Date de la sortie
·
Temps d'activité
10 h passées sous terre

Le Trou Souffleur

Participants
  • Prénom
    Saphire
  • 🦇 des participants externes

À l'occasion de 3 jours de beau temps, nous constituons une petite équipe mixte Troglos-SCV pour aller découvrir le Trou Souffleur !

Nous partons de Lyon le vendredi soir, pour une trajet qui se révélera subjectivement plus long que la sortie elle-même. Étonnamment, nous ne sommes pas les seuls à prendre la route du Sud en cette fin du mois de mai.

Arrivés aux alentours de 23h dans le petit village d'Aurel, nous errons comme des âmes en peine à la recherche d'une maison avec une porte bleue. Nous en avons trouvé des quinzaines. Heureusement, notre hôte sort de son habitation, et nous accueille gentiment (au moment où on avait enfin trouvé la bonne porte...).

Le lendemain, nous nous prélassons dans les gorges du Toulourenc et nous testons les terrasses du coin. Nous rentrons tôt pour préparer la sortie : nous organisons méticuleusement nos kits et prévoyons une quantité généreuse de victuailles. Nous nous couchons à l'heure des poules insomniaques.

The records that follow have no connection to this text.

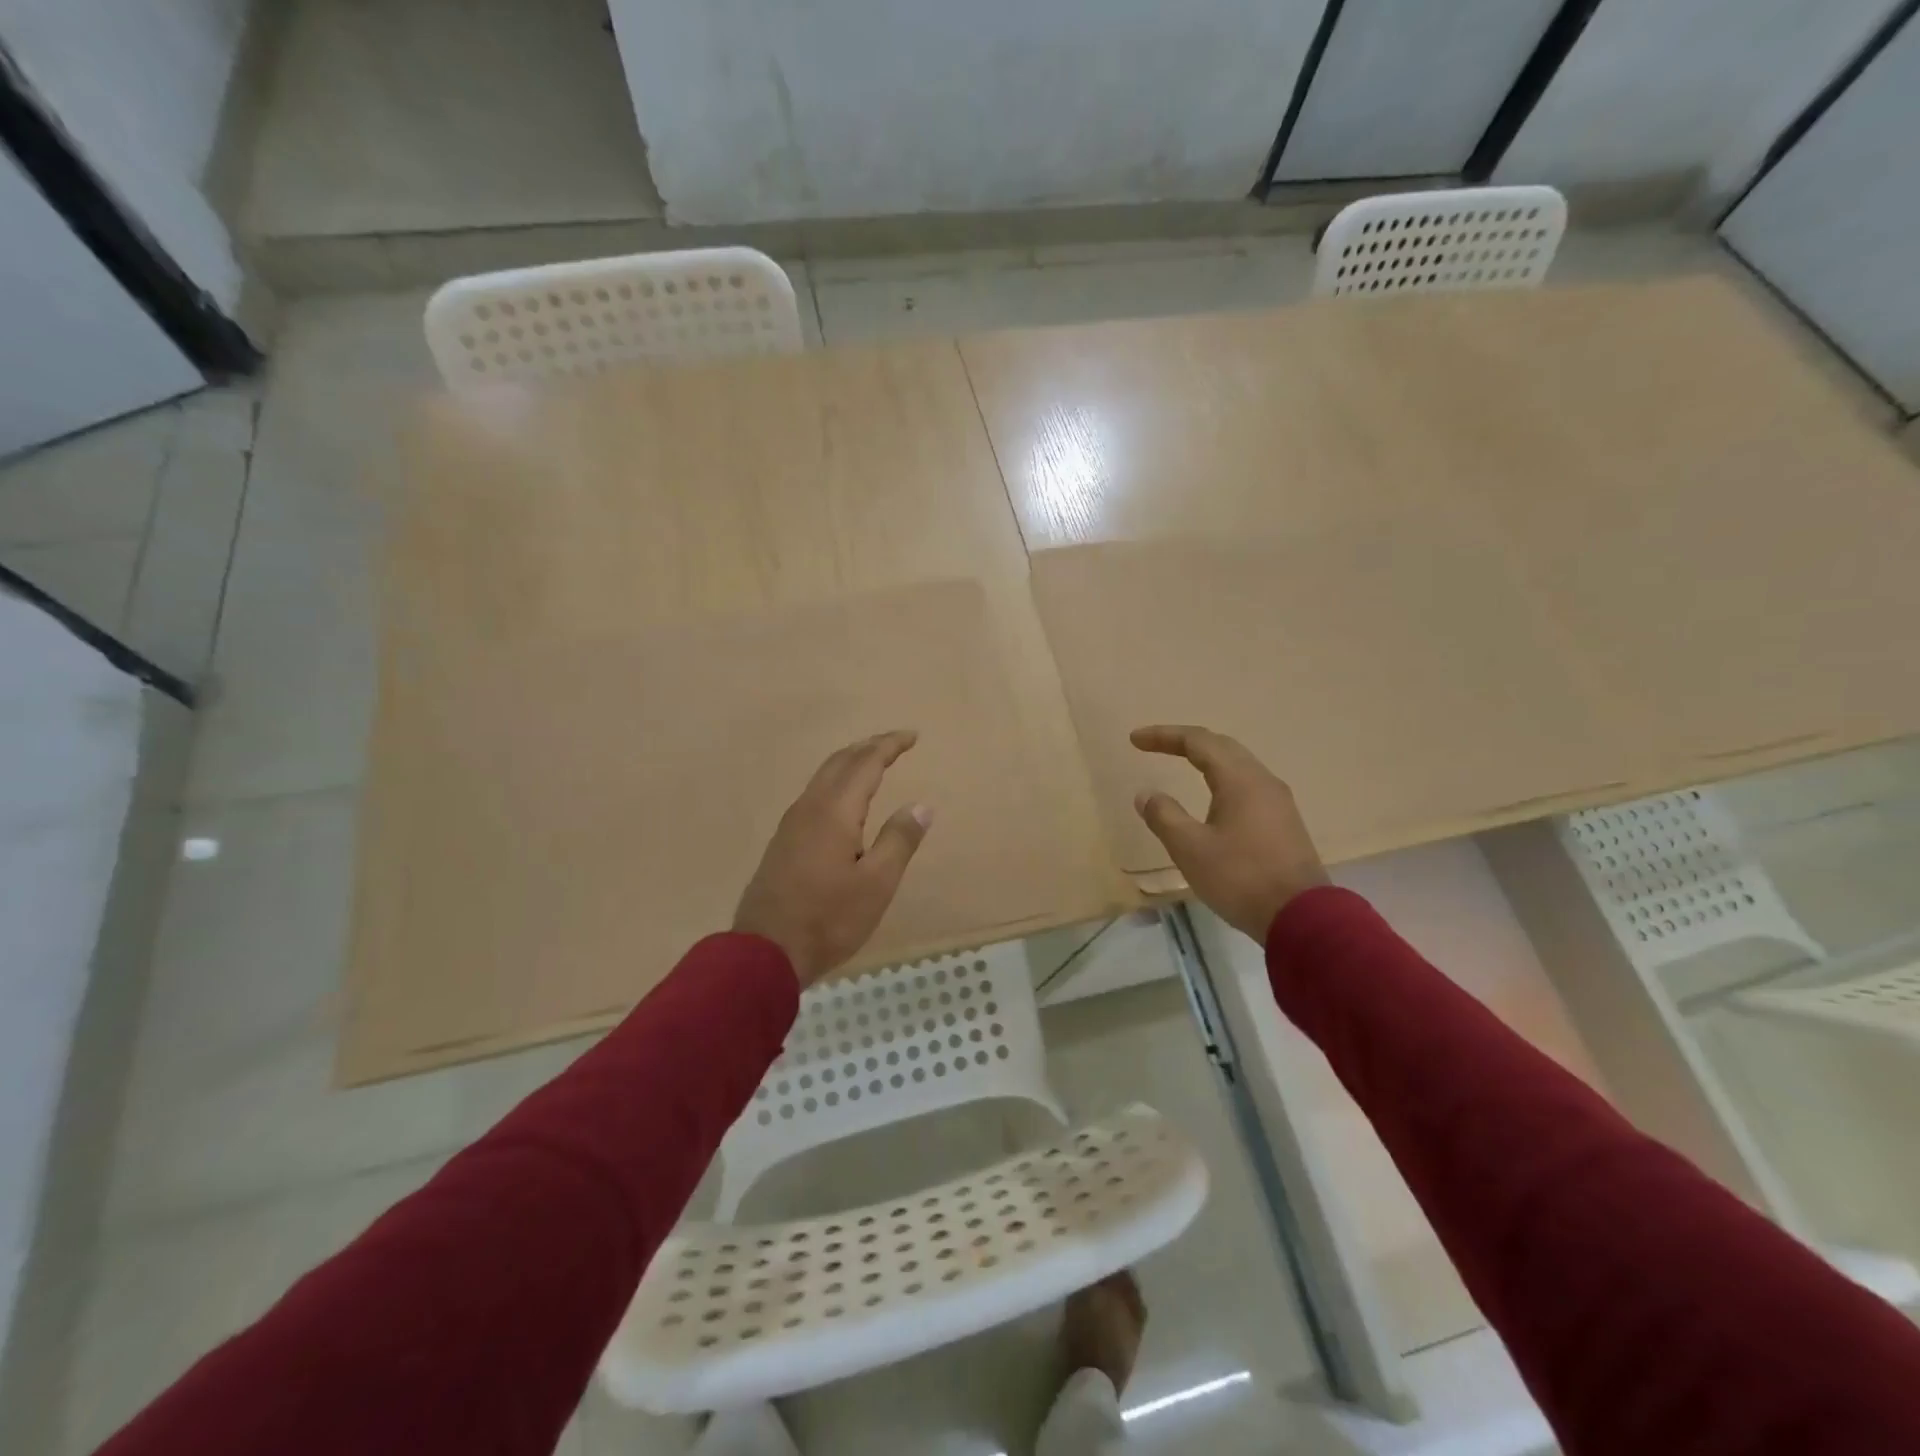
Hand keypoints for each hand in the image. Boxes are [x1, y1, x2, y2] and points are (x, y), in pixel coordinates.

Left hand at [734, 729, 932, 986]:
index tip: (912, 736)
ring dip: (849, 762)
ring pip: (823, 777)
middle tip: (895, 743)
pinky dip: (836, 782)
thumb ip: (899, 841)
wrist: (765, 952)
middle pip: (839, 762)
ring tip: (872, 763)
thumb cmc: (829, 919)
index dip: (889, 745)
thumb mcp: (876, 884)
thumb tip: (920, 805)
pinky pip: (813, 795)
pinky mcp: (783, 842)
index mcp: (834, 812)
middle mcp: (809, 808)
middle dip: (868, 747)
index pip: (865, 763)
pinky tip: (842, 799)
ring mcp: (791, 824)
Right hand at [1131, 724, 1329, 941]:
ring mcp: (1278, 802)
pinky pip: (1248, 784)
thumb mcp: (1190, 849)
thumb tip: (1146, 794)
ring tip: (1182, 762)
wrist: (1302, 918)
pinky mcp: (1284, 822)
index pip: (1197, 742)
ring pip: (1238, 764)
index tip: (1135, 740)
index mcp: (1239, 780)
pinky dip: (1222, 777)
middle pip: (1221, 746)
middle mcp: (1262, 781)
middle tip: (1155, 745)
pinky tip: (1214, 795)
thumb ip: (1164, 816)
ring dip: (1207, 758)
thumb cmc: (1240, 878)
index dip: (1164, 736)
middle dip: (1186, 741)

Le lendemain, tout le monde a bien dormi et nous sommes prêts pour l'aventure ! Début de l'équipement : 8h35 en claquettes-chemisette.

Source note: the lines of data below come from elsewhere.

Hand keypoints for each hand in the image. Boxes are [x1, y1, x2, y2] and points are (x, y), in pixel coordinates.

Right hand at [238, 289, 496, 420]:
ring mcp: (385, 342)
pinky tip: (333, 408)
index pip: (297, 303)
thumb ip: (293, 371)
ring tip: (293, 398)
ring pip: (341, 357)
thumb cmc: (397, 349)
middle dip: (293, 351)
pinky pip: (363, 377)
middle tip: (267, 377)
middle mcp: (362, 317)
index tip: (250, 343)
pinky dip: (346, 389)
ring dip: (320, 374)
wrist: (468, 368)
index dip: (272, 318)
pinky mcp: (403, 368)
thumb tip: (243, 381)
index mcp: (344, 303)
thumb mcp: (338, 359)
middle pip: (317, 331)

Nous voilà dans le ventre de la bête. Après le premier puits, nous nous aventurons dans le méandre des Absents (personnes qui ne sont pas là). Et là, suite à des sévices et des maltraitances graves, un kit tente une fugue. Cela nous amène à remplacer tous les mousquetons de kit par des mousquetons à virolles. Passés les derniers puits de la première partie, nous arrivons sans plus de péripéties au début du terrible et paumatoire Méandre de l'Ankou (personnification spectrale de la communauté des morts en mythologie bretonne). Nous laissons une bouteille judicieusement placée afin de ne pas nous égarer à la remontée, et nous engageons dans cette longue épopée de 200 m ressentis 3 km. Malgré le caractère sinueux et vertical de l'obstacle, le chemin est assez évident, et les points blancs rassurants. Nous voilà bientôt en haut du puits du docteur Ayme (premier découvreur du trou en décembre 1935).

C'est parti pour un enchaînement de fractionnements au réglage parfois suboptimal, dans un environnement toujours plus majestueux. Les puits sont de plus en plus grands. Nous remarquons l'arrivée dans le puits André Gendre (second grand explorateur de l'Aven en 1960) car nos lampes ne nous permettent pas de distinguer clairement les parois autour de nous.

Arrivés au fond après 4h de descente, nous nous redécouvrons les uns et les autres, nous sustentons brièvement et admirons la rivière d'Albion (fédération celte du midi de la France dans l'Antiquité, 49 avant JC).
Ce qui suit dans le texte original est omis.